La prima utilità del VO₂ max è valutare la forma aerobica. Non è l’unico parametro che conta, ma è uno dei più solidi per capire quanto efficiente sia il sistema cardiorespiratorio durante lo sforzo. Per chi si allena, questo aiuta a collocare meglio il proprio livello di fitness e a seguire i progressi nel tempo con un indicatore abbastanza stabile e leggibile.

La seconda utilità è l’allenamento. Un test ben eseguito può aiutare a impostare meglio le intensità di lavoro, soprattutto se insieme al VO₂ max si analizzano anche le soglie ventilatorie o altri parametri del test cardiopolmonare. In altre parole, il numero da solo è utile, ma lo diventa molto di più quando viene inserito in un ragionamento più ampio sulla risposta del corpo allo sforzo.

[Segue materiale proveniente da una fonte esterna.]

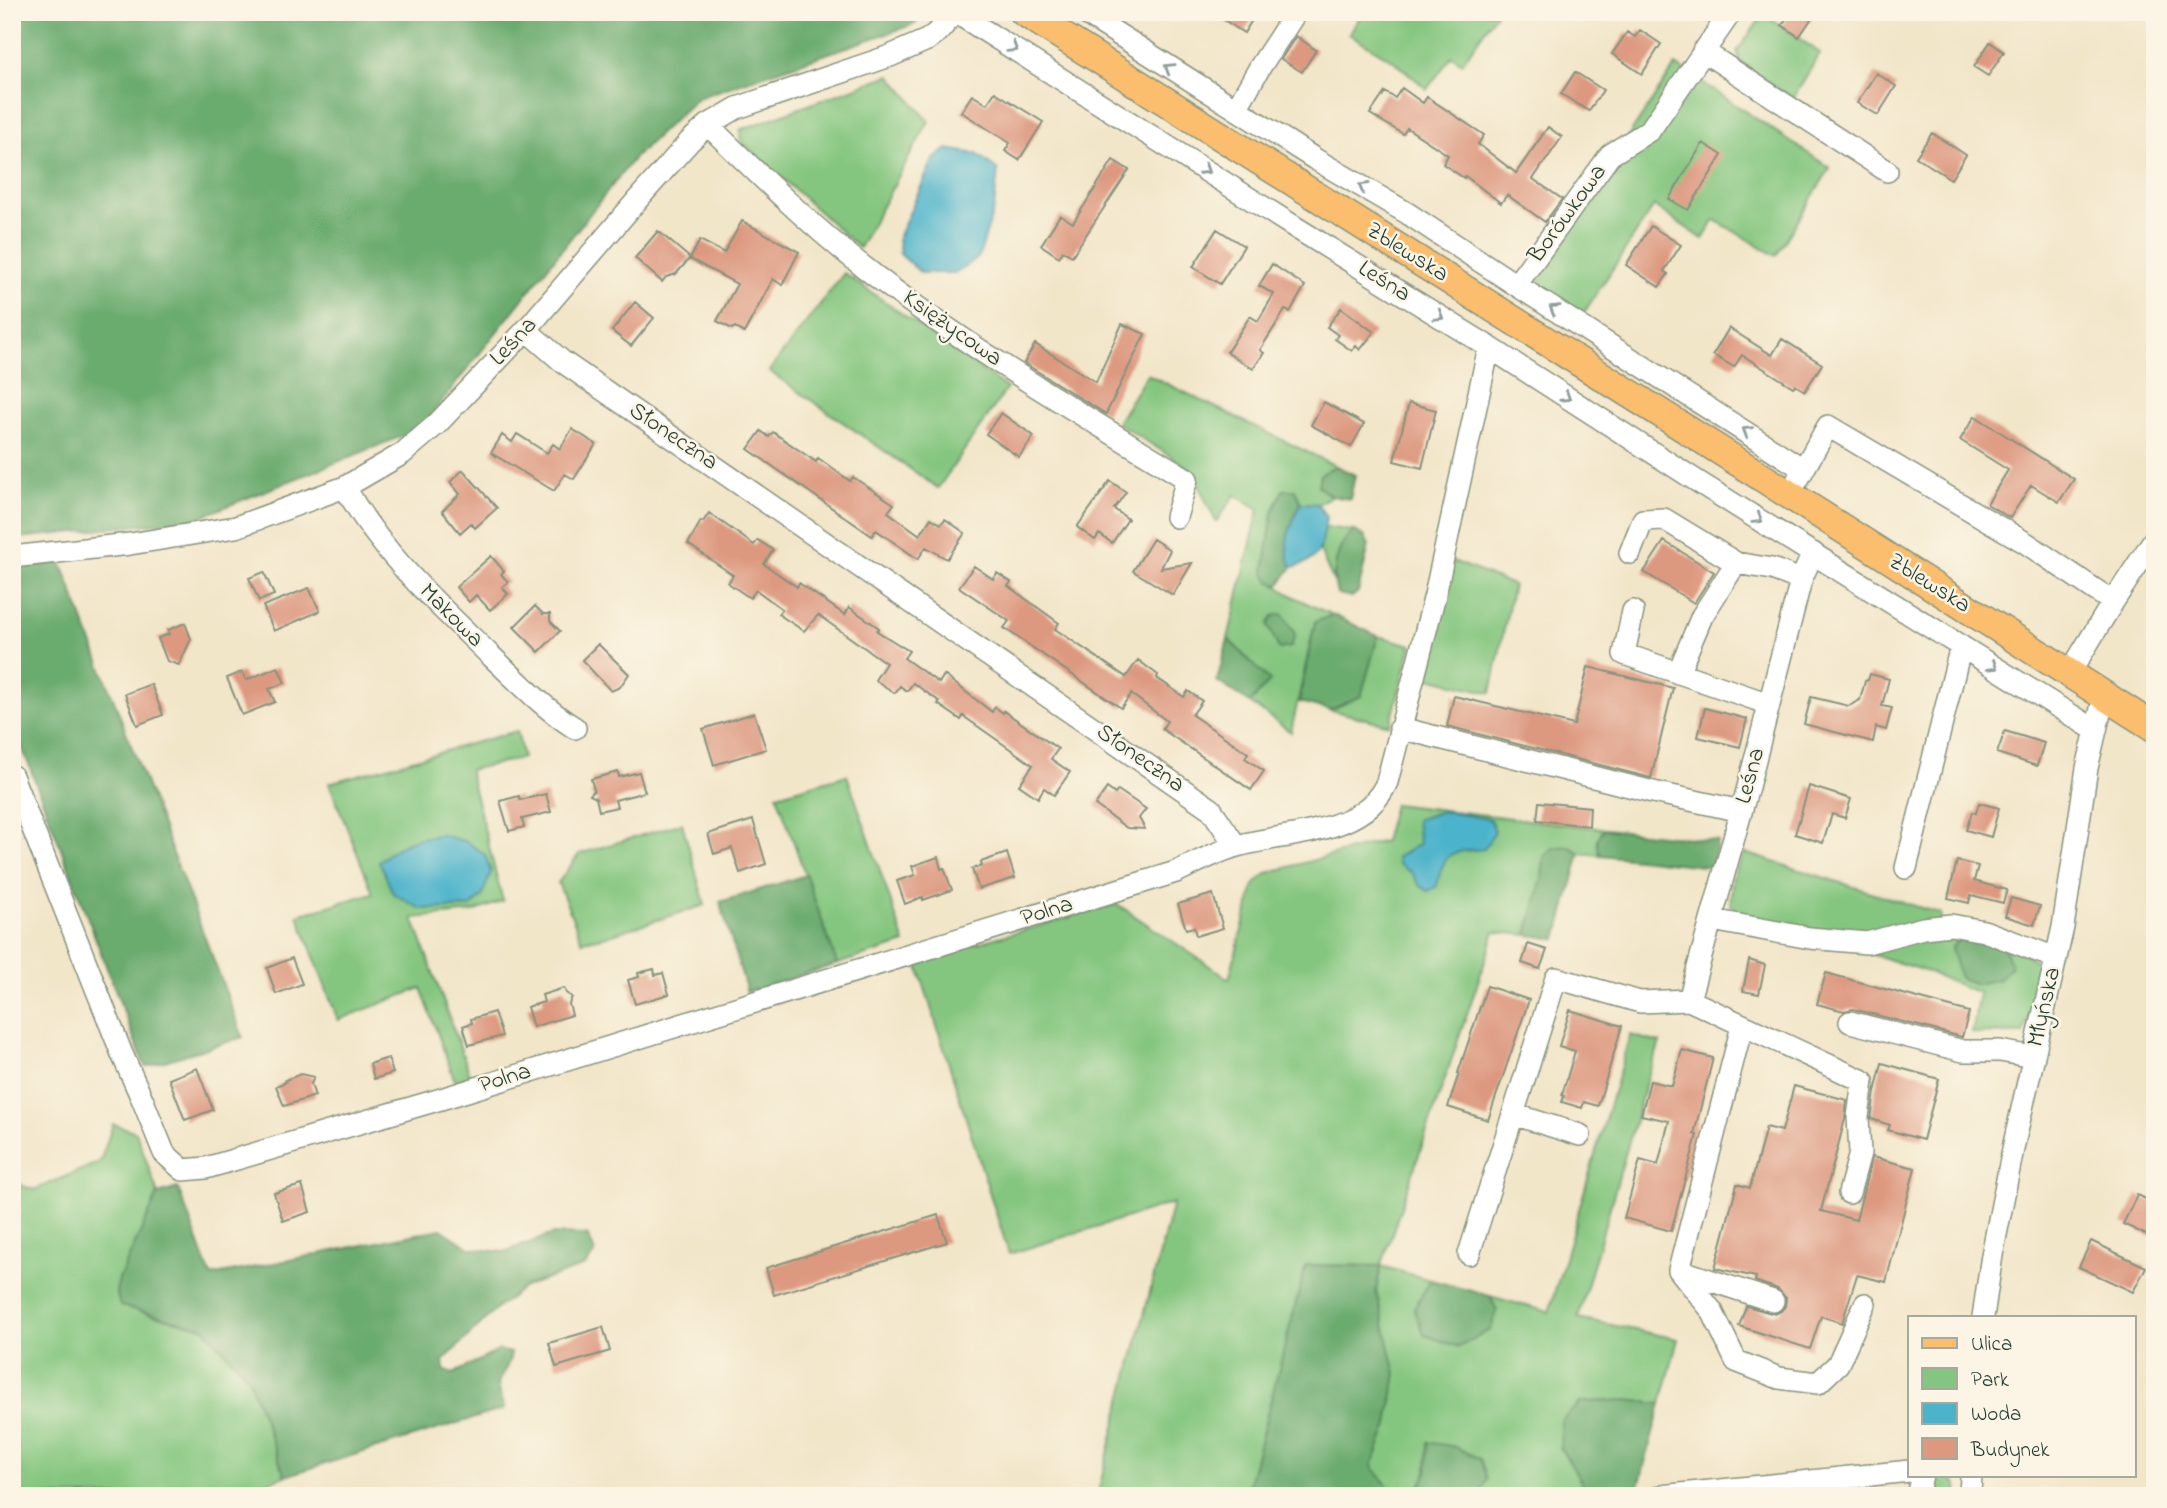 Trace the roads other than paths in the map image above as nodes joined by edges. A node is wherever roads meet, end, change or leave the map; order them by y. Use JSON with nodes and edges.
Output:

La terza utilità è clinica. Il test cardiopolmonare da sforzo, cioè il CPET, viene usato per valutare la tolleranza all’esercizio, per aiutare nella diagnosi differenziale della dispnea da sforzo e, in alcuni contesti selezionati, per la stratificazione prognostica. Questo vale soprattutto in cardiologia e pneumologia, dove il picco di consumo di ossigeno e gli altri parametri ventilatori possono dare informazioni che un semplice elettrocardiogramma o una spirometria a riposo non riescono a offrire.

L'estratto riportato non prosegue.